MM is a brand that the artists created together. Its logo is the image of the acronym for Mundus Muliebris, which in Latin can be translated as ‘ornaments.’ When googling the word ornament the first definition that comes up reads: “A thing used or serving to make something look more attractive but usually having no practical purpose.” Which brings me back to that slippery relationship between art and fashion: purpose vs purposelessness. An ornament has both. That limbo of grace is precisely what the identity of our brand MM is.
Than Hussein Clark worked with the duo GAN (Federica Ducoli and Gaia Fredella) in the production of gowns dedicated to Tennessee Williams. Than also entrusted Marini a design of two pairs of shoes for Valentino and Renato Balestra. Marini is a historical shoemaker workshop and boutique founded in 1899, that has been doing hand made shoes for the likes of the king of Morocco Hassan II, Sergio Leone, Anna Ma- gnani, Solomon Guggenheim.

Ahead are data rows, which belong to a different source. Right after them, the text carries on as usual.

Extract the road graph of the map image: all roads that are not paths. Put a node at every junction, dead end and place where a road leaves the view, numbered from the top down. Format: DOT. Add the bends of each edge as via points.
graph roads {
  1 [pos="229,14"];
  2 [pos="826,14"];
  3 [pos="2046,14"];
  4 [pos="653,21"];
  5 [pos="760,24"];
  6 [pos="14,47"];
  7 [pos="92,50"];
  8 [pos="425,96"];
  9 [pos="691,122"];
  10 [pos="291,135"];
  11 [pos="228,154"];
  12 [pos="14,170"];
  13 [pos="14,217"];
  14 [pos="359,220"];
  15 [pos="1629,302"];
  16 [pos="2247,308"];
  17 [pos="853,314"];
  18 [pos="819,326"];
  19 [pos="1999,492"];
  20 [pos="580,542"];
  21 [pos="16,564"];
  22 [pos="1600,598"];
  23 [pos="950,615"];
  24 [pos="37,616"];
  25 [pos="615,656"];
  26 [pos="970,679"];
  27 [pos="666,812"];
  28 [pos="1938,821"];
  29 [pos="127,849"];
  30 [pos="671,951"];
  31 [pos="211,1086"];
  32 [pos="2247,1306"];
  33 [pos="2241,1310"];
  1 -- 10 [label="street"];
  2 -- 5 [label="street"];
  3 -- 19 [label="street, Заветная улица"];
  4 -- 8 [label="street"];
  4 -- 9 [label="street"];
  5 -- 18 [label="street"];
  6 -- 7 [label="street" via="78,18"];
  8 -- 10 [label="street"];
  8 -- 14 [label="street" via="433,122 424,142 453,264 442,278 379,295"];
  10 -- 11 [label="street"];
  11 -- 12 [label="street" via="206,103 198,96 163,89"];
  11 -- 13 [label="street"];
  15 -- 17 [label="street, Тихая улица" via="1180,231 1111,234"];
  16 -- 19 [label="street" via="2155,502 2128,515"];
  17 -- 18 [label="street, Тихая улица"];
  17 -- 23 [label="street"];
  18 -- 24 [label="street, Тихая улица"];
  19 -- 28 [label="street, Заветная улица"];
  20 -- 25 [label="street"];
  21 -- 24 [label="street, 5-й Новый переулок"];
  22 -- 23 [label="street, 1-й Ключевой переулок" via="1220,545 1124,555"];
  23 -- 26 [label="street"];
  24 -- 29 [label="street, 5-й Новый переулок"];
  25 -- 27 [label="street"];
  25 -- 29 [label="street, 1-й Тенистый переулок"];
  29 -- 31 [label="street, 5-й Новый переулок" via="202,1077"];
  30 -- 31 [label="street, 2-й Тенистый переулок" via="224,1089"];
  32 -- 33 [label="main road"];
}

Valentino and Balestra’s well-known rivalry makes the designed shoes the alter ego of the characters, shouting at each other that taste isn’t cheap.
Patrizio Di Massimo walked on both a classic and an unconventional path. With bag designer Benedetta Bruzziches, he created new patterns and fabrics for her signature bag ‘Carmen’. Patrizio also continues his recent experimentations with ceramic, and produced unique, hand painted ceramic bags.
Under the experienced and capable hands of Patrizia Fabri, hat designer and owner of the Antica Cappelleria in Rome, Patrizio transferred one of his most recognizable feature-object into a wearable sculpture.
George Henry Longly continues his long-term research in marketing, branding and museology and presents new works encompassing milled body parts and a specific use of industrial materials. He is introducing a new character: a mannequin, a convoluted machine, a contemporary disembodied relic that incorporates the minimal, exquisite and monochrome style of designer Fabio Quaranta.
The collaborations between the three artists and the designers have been facilitated by Altaroma, who supported and sustained these groups of Roman brands in different stages in their career.
The essence of an object gives meaning to the word used to name that very object, but what happens when the meaning is a relational scrutiny? The three artists are performing what Wittgenstein would call a family resemblance. For Wittgenstein, this is how ‘game’ and many other words have a consistent meaning. Common features of games, like recreation, scores, teams, rules, etc. are present in various games and not others, but the general overlapping mesh of these features is where the word gets its true meaning. Thus, the meaning of some words is a relation much like family resemblance. I wanted MM to be this kind of relation: my own family resemblance.